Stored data
--------------------

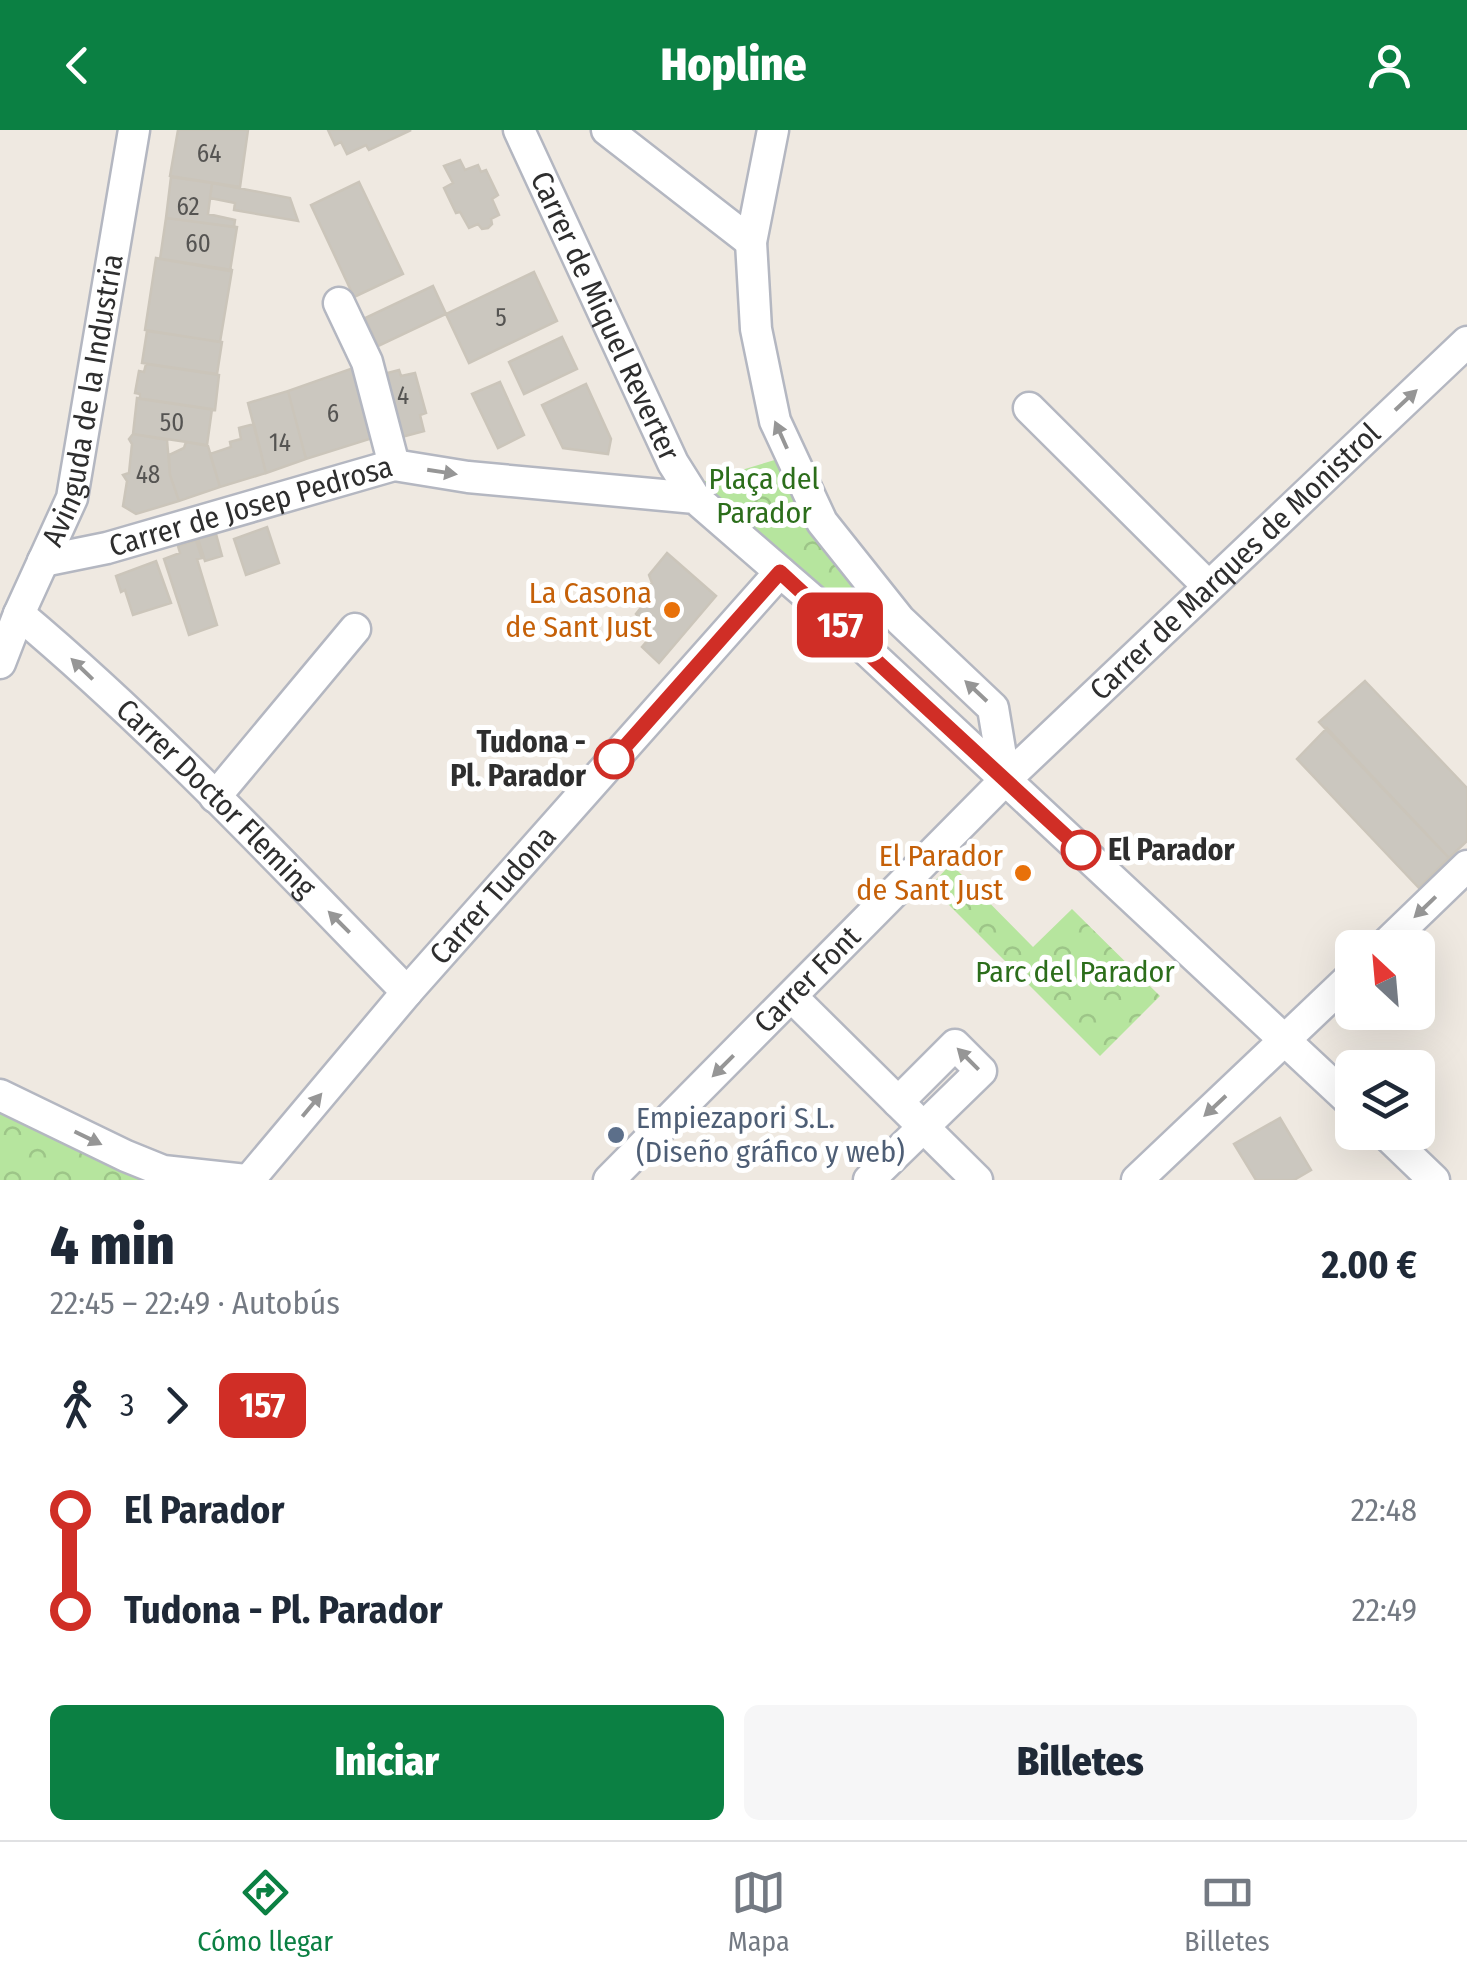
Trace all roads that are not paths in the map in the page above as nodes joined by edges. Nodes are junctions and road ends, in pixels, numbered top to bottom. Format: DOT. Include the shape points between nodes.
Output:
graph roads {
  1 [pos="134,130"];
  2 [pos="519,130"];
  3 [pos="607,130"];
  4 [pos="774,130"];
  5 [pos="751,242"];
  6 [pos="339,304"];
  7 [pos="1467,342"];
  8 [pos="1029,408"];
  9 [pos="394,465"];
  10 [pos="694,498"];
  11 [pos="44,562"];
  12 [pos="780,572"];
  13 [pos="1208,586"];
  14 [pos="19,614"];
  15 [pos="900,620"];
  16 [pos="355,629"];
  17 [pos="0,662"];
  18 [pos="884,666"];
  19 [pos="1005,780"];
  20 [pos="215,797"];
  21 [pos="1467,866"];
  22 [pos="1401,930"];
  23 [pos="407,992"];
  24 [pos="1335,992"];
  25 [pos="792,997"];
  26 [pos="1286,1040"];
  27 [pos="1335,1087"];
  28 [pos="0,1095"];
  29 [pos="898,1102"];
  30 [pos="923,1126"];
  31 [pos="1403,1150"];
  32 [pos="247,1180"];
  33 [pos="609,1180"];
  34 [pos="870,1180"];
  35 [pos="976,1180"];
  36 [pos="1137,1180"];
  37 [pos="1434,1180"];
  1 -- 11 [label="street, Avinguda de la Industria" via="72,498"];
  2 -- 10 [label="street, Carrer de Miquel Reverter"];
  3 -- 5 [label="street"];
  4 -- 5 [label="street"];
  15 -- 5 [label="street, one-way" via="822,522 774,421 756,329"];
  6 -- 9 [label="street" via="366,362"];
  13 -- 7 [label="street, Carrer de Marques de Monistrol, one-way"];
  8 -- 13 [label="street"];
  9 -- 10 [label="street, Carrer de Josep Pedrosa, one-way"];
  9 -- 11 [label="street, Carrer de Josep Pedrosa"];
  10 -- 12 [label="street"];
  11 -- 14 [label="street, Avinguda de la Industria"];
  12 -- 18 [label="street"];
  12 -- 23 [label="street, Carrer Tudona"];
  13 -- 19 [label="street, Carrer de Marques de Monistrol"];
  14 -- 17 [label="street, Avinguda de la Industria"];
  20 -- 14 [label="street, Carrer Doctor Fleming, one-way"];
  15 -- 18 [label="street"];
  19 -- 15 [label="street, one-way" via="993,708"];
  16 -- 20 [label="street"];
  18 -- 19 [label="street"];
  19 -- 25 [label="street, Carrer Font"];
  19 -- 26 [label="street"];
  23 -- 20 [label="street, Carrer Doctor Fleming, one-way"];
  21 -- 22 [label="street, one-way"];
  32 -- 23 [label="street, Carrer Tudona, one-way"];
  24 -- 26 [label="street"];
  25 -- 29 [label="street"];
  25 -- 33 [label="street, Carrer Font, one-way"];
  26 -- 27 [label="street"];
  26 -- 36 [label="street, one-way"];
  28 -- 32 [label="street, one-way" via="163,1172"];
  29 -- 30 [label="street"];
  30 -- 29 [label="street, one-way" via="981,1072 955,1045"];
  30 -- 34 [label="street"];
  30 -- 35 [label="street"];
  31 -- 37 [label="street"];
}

--------------------

__Task brief__. Return a copy of each line in the records above that has "Tudona" in it.

__Result for this exercise__.
  12 -- 23 [label="street, Carrer Tudona"];
  32 -- 23 [label="street, Carrer Tudona, one-way"];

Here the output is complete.